== Segment start ==
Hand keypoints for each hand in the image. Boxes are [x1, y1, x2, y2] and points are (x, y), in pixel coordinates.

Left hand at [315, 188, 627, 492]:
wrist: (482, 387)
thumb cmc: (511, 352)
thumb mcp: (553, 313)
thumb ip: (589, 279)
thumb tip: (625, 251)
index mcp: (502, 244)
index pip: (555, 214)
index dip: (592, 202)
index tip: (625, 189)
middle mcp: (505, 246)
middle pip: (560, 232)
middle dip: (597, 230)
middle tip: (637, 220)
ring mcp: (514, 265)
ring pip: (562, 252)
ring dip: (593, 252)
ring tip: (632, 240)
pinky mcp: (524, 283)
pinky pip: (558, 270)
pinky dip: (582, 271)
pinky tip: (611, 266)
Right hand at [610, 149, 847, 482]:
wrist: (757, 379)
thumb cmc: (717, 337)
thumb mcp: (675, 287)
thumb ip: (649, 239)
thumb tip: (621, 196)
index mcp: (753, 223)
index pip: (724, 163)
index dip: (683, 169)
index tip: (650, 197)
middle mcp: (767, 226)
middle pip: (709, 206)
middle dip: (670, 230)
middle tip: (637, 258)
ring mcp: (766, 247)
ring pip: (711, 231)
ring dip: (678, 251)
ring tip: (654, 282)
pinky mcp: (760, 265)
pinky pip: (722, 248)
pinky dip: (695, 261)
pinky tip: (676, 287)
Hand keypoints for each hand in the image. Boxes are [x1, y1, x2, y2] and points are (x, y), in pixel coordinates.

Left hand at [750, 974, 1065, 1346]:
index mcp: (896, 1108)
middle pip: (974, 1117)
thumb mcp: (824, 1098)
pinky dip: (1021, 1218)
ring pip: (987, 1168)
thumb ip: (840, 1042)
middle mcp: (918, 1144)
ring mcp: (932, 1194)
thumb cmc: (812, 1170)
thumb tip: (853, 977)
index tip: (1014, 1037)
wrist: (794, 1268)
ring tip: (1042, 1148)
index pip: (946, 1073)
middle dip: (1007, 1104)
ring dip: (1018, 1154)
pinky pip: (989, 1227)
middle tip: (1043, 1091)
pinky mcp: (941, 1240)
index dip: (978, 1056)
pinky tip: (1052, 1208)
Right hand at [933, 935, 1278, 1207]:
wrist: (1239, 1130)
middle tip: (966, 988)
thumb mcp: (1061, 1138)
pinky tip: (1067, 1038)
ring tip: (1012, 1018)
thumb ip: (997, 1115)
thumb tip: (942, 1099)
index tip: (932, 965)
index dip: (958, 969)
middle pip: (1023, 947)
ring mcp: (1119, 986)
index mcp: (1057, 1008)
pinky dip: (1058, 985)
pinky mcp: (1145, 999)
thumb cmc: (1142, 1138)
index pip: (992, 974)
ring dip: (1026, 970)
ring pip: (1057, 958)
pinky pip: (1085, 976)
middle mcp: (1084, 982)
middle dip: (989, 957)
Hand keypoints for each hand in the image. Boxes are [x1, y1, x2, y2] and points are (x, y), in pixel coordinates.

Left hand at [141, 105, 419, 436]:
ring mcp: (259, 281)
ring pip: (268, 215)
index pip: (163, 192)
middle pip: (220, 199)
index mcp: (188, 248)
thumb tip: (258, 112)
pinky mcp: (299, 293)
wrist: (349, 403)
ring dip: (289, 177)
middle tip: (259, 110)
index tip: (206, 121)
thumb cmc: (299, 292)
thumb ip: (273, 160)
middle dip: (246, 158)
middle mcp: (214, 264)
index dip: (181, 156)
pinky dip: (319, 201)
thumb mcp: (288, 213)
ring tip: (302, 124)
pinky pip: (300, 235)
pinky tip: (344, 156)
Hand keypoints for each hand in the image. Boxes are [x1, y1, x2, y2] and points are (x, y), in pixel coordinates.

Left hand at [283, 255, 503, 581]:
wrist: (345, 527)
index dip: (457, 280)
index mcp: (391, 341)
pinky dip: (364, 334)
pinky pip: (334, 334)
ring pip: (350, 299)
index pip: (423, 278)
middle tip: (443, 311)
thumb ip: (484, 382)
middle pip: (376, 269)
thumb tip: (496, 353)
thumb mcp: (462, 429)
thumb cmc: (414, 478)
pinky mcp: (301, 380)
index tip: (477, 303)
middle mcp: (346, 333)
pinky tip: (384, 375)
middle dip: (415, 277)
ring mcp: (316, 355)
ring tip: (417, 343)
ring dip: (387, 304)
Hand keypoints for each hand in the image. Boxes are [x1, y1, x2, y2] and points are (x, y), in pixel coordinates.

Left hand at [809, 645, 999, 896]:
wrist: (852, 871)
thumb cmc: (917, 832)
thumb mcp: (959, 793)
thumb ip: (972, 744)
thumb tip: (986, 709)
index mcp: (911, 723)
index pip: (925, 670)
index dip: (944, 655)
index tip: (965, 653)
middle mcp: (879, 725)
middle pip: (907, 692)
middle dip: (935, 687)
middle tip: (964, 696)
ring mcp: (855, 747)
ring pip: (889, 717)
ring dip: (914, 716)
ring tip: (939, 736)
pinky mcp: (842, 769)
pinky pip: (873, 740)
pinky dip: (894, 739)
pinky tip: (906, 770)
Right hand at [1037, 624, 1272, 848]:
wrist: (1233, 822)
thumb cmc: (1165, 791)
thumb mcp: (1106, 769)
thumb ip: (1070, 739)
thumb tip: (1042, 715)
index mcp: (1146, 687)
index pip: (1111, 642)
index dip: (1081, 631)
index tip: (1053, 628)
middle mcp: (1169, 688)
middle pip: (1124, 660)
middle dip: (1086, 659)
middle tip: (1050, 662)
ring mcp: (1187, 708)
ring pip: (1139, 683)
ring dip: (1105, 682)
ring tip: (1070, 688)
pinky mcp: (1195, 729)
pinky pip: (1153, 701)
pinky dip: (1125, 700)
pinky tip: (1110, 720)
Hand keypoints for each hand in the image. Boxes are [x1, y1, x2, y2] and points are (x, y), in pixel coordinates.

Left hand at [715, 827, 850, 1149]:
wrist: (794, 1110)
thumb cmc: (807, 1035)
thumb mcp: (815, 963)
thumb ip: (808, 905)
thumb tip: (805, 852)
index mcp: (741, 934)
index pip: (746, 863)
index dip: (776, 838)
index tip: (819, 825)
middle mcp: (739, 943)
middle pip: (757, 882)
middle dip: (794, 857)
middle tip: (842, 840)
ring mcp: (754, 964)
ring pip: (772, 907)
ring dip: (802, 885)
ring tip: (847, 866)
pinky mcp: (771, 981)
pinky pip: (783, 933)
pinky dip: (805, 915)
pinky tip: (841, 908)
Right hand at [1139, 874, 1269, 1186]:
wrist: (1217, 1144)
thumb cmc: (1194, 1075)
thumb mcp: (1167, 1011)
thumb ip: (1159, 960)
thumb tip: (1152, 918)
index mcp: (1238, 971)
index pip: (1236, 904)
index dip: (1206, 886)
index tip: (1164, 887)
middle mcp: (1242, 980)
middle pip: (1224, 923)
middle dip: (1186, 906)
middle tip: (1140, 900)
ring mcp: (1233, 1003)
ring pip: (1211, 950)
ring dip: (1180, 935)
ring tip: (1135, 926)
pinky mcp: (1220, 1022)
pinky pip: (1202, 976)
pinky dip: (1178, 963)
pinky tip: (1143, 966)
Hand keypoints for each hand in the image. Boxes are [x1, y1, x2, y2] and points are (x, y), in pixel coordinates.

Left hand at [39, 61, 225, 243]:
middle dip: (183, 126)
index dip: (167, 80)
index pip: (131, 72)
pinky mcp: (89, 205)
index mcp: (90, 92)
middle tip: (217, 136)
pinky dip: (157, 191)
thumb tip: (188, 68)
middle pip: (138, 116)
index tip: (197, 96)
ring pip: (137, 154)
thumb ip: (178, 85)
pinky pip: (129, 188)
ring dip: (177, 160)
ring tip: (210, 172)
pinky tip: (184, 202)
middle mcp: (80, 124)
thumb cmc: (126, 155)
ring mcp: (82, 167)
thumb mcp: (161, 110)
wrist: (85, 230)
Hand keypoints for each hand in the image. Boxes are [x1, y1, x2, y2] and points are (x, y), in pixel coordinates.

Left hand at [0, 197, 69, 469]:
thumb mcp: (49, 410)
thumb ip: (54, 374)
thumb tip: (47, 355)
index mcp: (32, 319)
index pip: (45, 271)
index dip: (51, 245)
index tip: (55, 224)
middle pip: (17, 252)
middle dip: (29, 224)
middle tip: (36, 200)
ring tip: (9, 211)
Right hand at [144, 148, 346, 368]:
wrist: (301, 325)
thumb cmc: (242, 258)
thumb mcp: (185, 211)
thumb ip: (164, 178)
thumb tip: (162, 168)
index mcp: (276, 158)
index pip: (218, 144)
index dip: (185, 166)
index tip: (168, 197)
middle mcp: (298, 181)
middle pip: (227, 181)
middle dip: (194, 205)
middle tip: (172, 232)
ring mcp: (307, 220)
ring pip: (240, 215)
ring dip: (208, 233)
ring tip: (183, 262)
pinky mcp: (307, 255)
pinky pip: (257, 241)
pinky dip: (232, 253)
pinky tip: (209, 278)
== Segment end ==
[THE PROBLEM]
Each line from the start of the listing above through the line containing "index pip: (555, 214)" must be reproduced exactly. Leave out the rest.

[EXERCISE SOLUTION]
Hand keypoints for each hand in the image. Boxes are [x1, y1, x2, y2] and points are (x, y), in pixel coordinates.

Left hand at [315, 188, 627, 492]:
wrist: (482, 387)
thumb cmc: (511, 352)
thumb mcp: (553, 313)
thumb ip: (589, 279)
thumb tip: (625, 251)
index mcp: (502, 244)
index pip: (555, 214)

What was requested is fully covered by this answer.